> What the exercise asks:
A verbatim reproduction of the lines below, from the line containing "Extract the road graph of this" through the line containing "I need the junctions", both ends included, is the whole required output.

(Stored data)
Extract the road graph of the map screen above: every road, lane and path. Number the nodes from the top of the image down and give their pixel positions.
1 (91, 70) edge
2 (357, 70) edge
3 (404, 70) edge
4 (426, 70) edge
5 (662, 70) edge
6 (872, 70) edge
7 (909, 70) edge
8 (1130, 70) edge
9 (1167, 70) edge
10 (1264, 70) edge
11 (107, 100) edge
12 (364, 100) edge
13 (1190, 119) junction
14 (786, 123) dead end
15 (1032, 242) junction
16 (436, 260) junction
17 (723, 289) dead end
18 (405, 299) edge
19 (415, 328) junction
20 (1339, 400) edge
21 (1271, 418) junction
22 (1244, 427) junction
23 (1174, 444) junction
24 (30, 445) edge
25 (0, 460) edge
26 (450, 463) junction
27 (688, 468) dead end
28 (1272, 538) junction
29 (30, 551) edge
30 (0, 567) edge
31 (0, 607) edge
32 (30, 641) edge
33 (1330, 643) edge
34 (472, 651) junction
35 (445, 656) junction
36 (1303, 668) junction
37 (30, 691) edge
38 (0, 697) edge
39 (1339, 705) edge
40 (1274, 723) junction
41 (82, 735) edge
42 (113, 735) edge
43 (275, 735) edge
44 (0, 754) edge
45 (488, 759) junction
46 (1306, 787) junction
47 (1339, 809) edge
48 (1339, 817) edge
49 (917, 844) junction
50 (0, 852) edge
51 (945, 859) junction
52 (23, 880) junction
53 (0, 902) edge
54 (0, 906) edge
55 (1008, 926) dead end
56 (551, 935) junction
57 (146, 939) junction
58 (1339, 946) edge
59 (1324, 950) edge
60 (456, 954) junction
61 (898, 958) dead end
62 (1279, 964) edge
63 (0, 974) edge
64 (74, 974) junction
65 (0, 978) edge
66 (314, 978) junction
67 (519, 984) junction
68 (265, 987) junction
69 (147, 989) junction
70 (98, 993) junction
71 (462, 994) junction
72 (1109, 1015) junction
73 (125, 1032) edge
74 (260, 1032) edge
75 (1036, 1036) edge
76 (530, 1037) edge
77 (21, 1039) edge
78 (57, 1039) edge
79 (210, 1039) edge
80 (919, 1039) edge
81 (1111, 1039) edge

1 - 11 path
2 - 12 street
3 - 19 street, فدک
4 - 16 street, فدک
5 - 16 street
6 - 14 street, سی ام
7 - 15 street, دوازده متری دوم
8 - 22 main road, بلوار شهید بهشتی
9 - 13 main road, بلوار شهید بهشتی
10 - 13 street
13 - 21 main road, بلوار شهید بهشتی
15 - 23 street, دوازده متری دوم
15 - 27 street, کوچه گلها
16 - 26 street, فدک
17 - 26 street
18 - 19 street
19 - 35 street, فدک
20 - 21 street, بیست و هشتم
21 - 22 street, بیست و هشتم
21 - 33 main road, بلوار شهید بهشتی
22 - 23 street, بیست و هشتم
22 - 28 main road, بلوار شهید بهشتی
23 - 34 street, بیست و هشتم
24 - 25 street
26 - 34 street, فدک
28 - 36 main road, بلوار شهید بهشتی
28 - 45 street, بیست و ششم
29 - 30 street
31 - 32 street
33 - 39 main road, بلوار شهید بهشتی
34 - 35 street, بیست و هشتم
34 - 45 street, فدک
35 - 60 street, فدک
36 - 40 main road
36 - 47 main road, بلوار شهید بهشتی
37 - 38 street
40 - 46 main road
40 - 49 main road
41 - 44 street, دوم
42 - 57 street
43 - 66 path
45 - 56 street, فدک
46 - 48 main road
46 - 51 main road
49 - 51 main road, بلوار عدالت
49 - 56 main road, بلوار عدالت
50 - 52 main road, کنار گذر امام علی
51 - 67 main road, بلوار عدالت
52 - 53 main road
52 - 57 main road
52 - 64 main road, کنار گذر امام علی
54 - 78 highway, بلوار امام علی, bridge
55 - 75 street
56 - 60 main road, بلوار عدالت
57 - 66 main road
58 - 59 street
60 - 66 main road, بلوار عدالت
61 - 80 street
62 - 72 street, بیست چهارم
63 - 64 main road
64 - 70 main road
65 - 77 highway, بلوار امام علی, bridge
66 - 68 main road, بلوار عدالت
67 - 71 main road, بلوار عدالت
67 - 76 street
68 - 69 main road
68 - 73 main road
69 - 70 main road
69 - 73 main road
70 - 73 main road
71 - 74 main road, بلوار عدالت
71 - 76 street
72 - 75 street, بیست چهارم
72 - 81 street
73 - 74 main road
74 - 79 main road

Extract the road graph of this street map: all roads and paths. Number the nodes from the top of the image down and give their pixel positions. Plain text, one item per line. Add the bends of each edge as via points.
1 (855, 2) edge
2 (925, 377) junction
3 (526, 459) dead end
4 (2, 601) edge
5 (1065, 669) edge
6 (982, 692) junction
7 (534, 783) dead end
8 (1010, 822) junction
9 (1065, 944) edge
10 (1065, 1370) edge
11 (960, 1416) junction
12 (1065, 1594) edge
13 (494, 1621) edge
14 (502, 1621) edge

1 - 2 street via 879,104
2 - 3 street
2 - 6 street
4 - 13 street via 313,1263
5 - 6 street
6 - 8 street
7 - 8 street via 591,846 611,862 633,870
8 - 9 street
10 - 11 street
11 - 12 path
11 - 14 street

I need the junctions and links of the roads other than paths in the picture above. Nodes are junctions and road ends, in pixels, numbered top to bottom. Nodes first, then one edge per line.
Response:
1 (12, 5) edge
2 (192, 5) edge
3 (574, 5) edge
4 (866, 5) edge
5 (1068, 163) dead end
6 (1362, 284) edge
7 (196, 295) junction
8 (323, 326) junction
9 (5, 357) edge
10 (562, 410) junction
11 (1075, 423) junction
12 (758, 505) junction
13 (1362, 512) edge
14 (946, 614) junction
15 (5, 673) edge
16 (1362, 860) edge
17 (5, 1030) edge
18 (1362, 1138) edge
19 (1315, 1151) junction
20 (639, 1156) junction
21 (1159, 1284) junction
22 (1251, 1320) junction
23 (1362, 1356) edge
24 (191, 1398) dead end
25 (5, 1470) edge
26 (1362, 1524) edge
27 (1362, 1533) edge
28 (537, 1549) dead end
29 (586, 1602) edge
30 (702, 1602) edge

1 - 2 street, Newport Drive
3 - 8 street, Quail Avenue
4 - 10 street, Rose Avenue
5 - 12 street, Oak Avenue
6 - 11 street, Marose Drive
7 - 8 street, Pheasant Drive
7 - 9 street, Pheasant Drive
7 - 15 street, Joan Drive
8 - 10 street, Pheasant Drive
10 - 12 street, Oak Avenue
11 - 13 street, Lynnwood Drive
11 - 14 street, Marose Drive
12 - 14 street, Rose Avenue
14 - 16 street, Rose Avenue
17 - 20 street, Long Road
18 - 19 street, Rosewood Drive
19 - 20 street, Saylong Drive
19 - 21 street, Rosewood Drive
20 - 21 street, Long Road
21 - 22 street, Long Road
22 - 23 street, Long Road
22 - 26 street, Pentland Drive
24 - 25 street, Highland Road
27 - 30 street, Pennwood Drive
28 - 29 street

> Response to this task:
Extract the road graph of this street map: all roads and paths. Number the nodes from the top of the image down and give their pixel positions. Plain text, one item per line. Add the bends of each edge as via points.
1 (855, 2) edge
2 (925, 377) junction
3 (526, 459) dead end
4 (2, 601) edge
5 (1065, 669) edge
6 (982, 692) junction
7 (534, 783) dead end
8 (1010, 822) junction
9 (1065, 944) edge
10 (1065, 1370) edge
11 (960, 1416) junction
12 (1065, 1594) edge
13 (494, 1621) edge
14 (502, 1621) edge

1 - 2 street via 879,104
2 - 3 street
2 - 6 street
4 - 13 street via 313,1263
5 - 6 street
6 - 8 street
7 - 8 street via 591,846 611,862 633,870
8 - 9 street
10 - 11 street
11 - 12 path
11 - 14 street

I need the junctions and links of the roads other than paths in the picture above. Nodes are junctions and road ends, in pixels, numbered top to bottom. Nodes first, then one edge per line.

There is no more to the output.